• **Data records**:
************
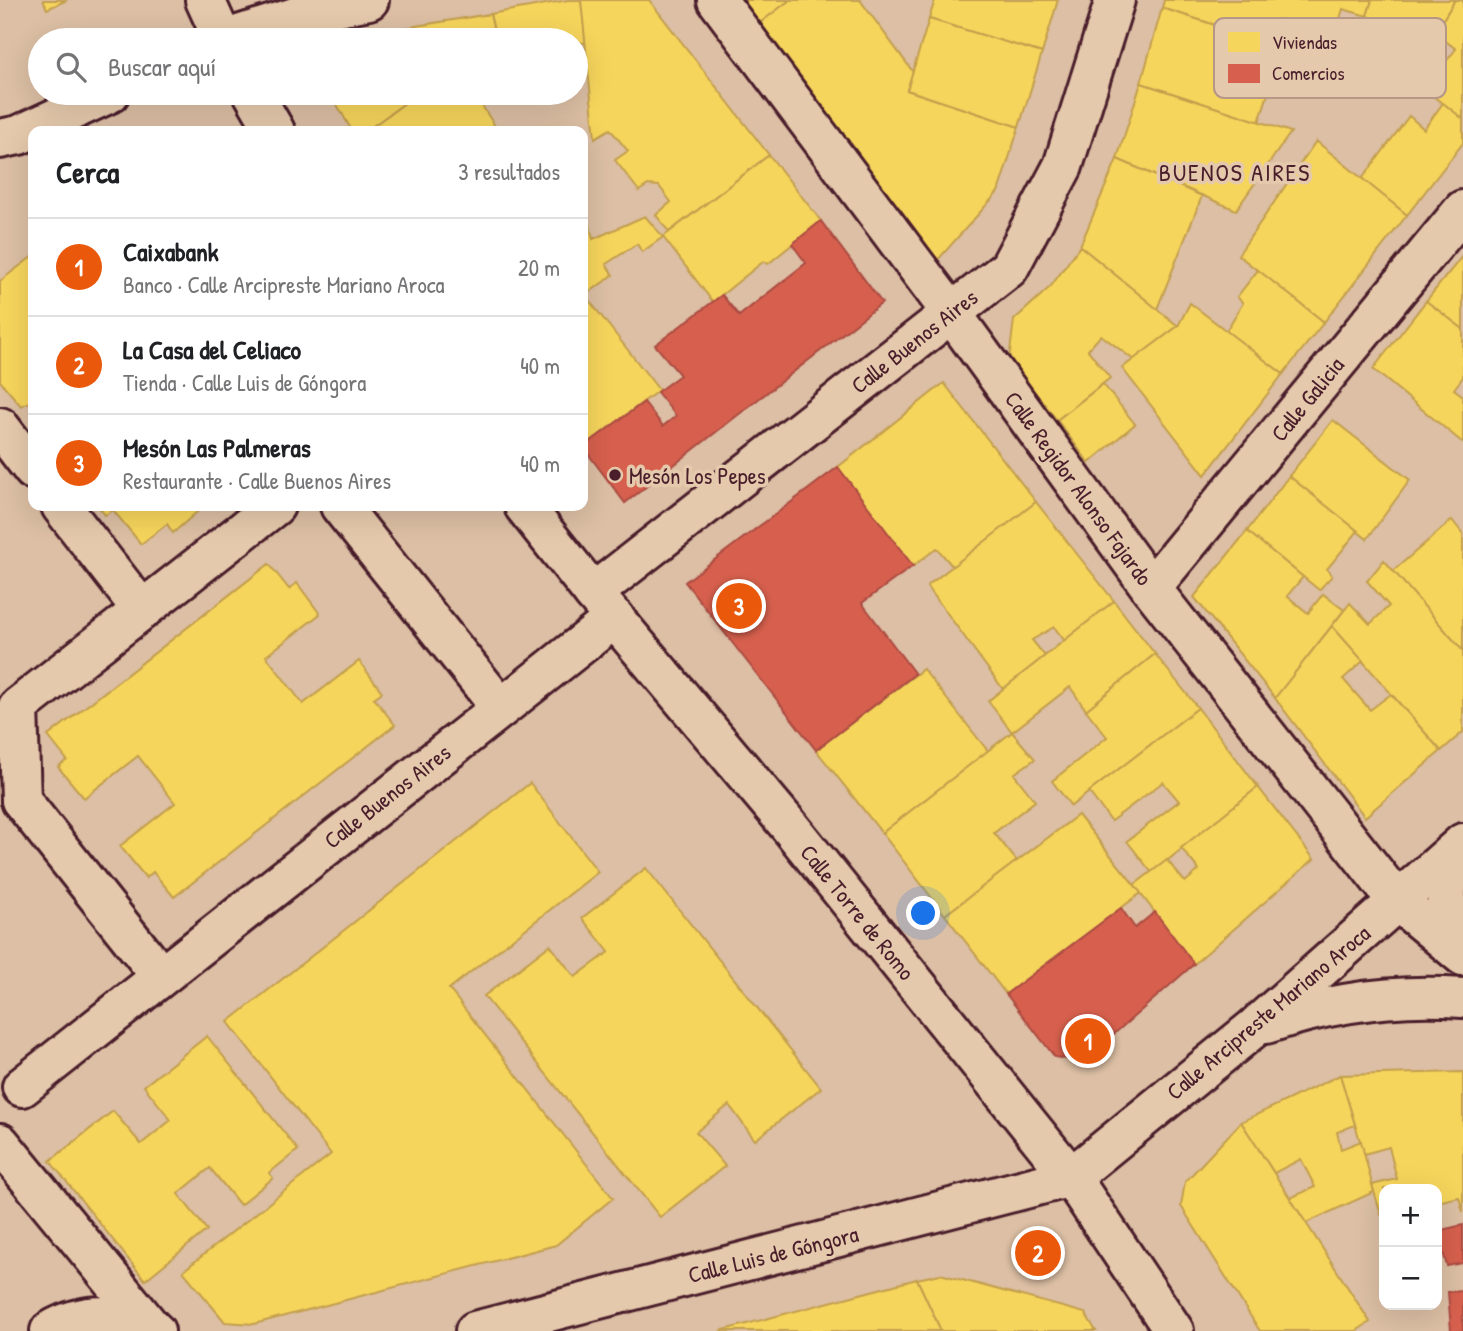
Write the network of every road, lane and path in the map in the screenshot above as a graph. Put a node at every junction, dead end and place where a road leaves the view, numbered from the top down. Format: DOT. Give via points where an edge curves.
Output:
graph roads {
  1 [pos="205,0"];
  2 [pos="369,0"];
  3 [pos="717,0"];
  4 [pos="1115,0"];
  5 [pos="218,28"];
  6 [pos="261,28"];
  7 [pos="84,105"];
  8 [pos="260,105"];
  9 [pos="38,126"];
  10 [pos="272,126"];
  11 [pos="28,131"];
  12 [pos="0,139"];
  13 [pos="1463,211"];
  14 [pos="950,311"];
  15 [pos="0,427"];
  16 [pos="28,463"];
  17 [pos="65,511"];
  18 [pos="269,511"];
  19 [pos="344,511"];
  20 [pos="528,511"];
  21 [pos="1152,589"];
  22 [pos="604,606"];
  23 [pos="142,610"];
  24 [pos="9,696"];
  25 [pos="500,707"];
  26 [pos="11,809"];
  27 [pos="1463,843"];
  28 [pos="1463,849"];
  29 [pos="1397,901"];
  30 [pos="1463,955"];
  31 [pos="160,975"];
  32 [pos="1463,998"];
  33 [pos="1254,1028"];
  34 [pos="22,1087"];
  35 [pos="0,1143"];
  36 [pos="1071,1177"];
  37 [pos="50,1331"];
  38 [pos="154,1331"];
  39 [pos="475,1331"];
  40 [pos="1174,1331"];
  1 -- 5 [label="street"];
  2 -- 6 [label="street"];
  3 -- 14 [label="street, Calle Regidor Alonso Fajardo"];
  4 -- 14 [label="street, Calle Buenos Aires" via="1063,166 1021,246 1009,268"];
  7 -- 9 [label="street"];
  8 -- 10 [label="street"];
  11 -- 12 [label="street"];
  13 -- 21 [label="street, Calle Galicia"];
  14 -- 21 [label="street, Calle Regidor Alonso Fajardo"];
  14 -- 22 [label="street, Calle Buenos Aires"];
  15 -- 16 [label="street"];
  17 -- 23 [label="street"];
  18 -- 23 [label="street"];
  19 -- 25 [label="street"];
  20 -- 22 [label="street, Calle Torre de Romo"];
  21 -- 29 [label="street, Calle Regidor Alonso Fajardo"];
  22 -- 25 [label="street, Calle Buenos Aires"];
  22 -- 36 [label="street, Calle Torre de Romo" via="790,827"];
  23 -- 24 [label="street"];
  24 -- 26 [label="street"];
  25 -- 31 [label="street, Calle Buenos Aires"];
  26 -- 31 [label="street"];
  27 -- 29 [label="street, Calle Arcipreste Mariano Aroca"];
  28 -- 30 [label="street" via="1450,876 1446,901 1446,918"];
  29 -- 30 [label="street, Calle Regidor Alonso Fajardo"];
  29 -- 33 [label="street, Calle Arcipreste Mariano Aroca"];
  31 -- 34 [label="street, Calle Buenos Aires"];
  32 -- 33 [label="street" via="1392,996 1348,1001"];
  33 -- 36 [label="street, Calle Arcipreste Mariano Aroca"];
  35 -- 38 [label="street"];
  36 -- 39 [label="street, Calle Luis de Góngora"];
  36 -- 40 [label="street, Calle Torre de Romo"];
  37 -- 38 [label="street" via="76,1318 102,1315 129,1319"];
}
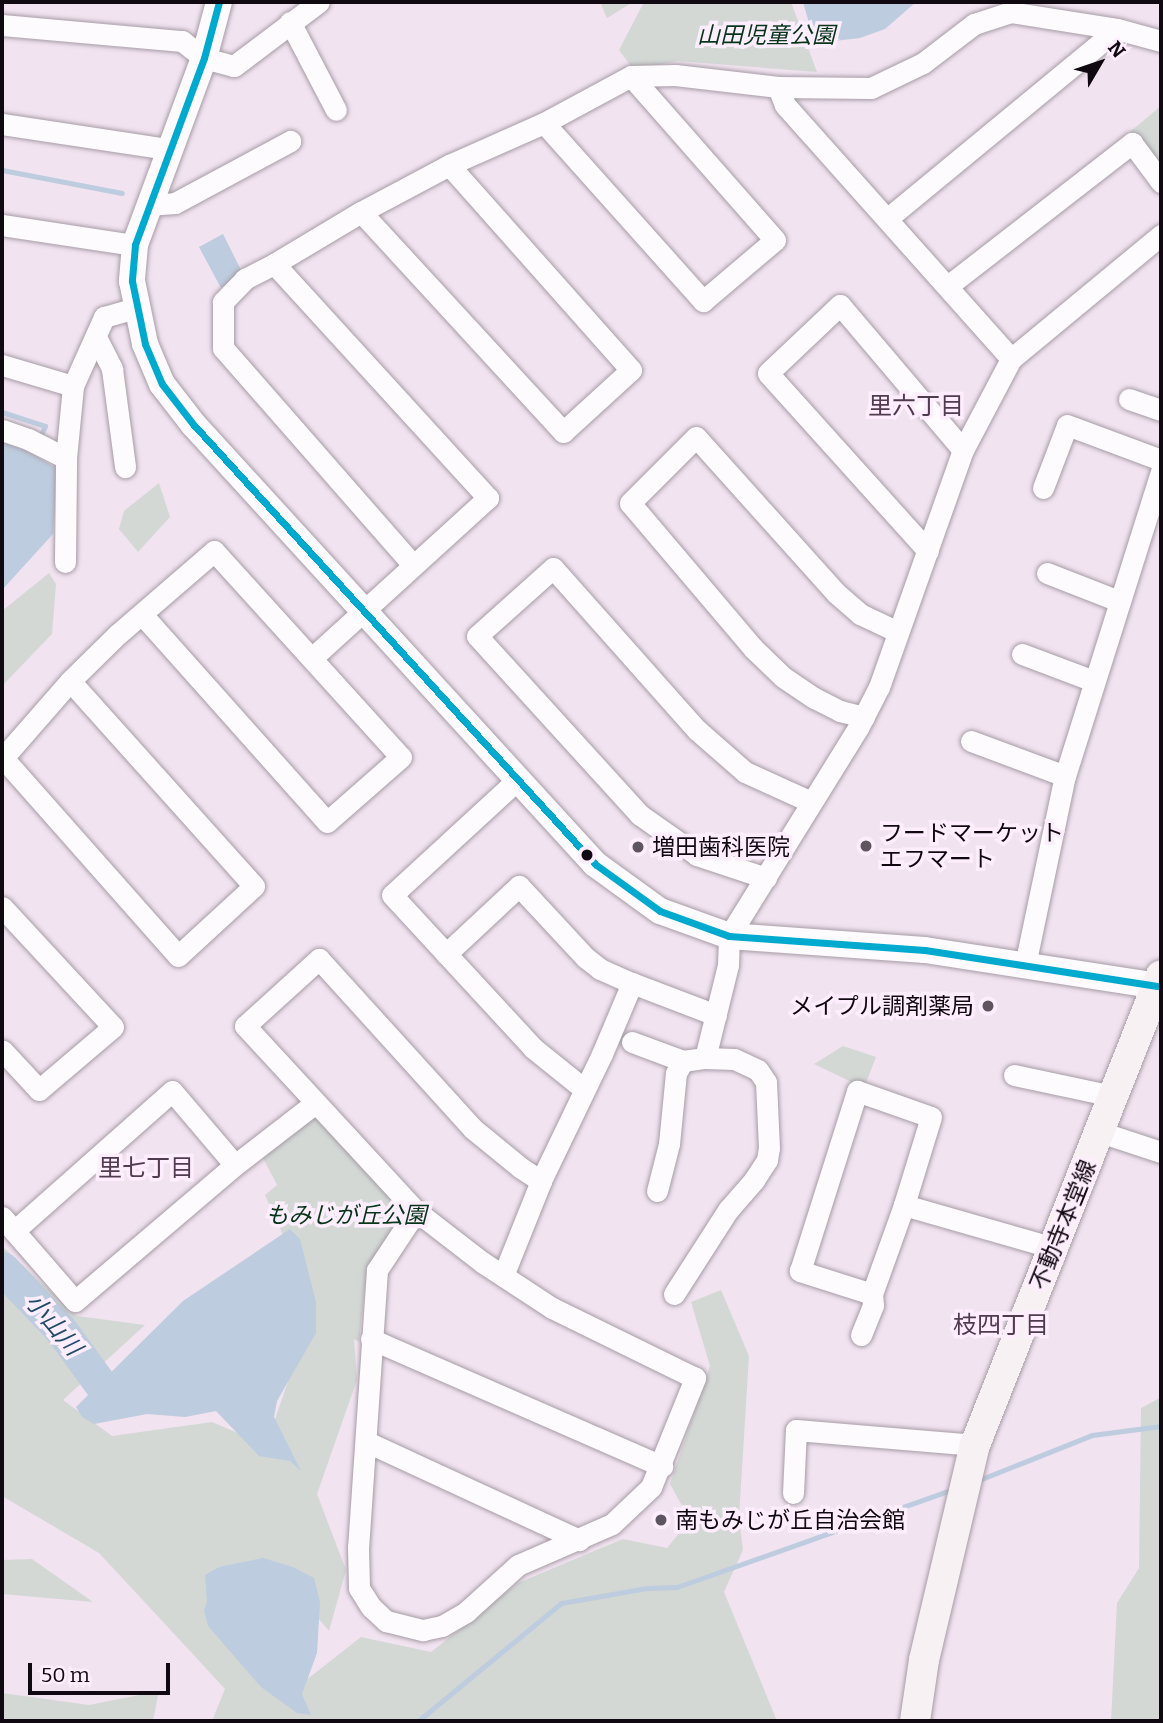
************
• **Task brief**:
How many lines in the entries above hold the word "graph"? Reply with the number by itself.

• **Task answer**:
2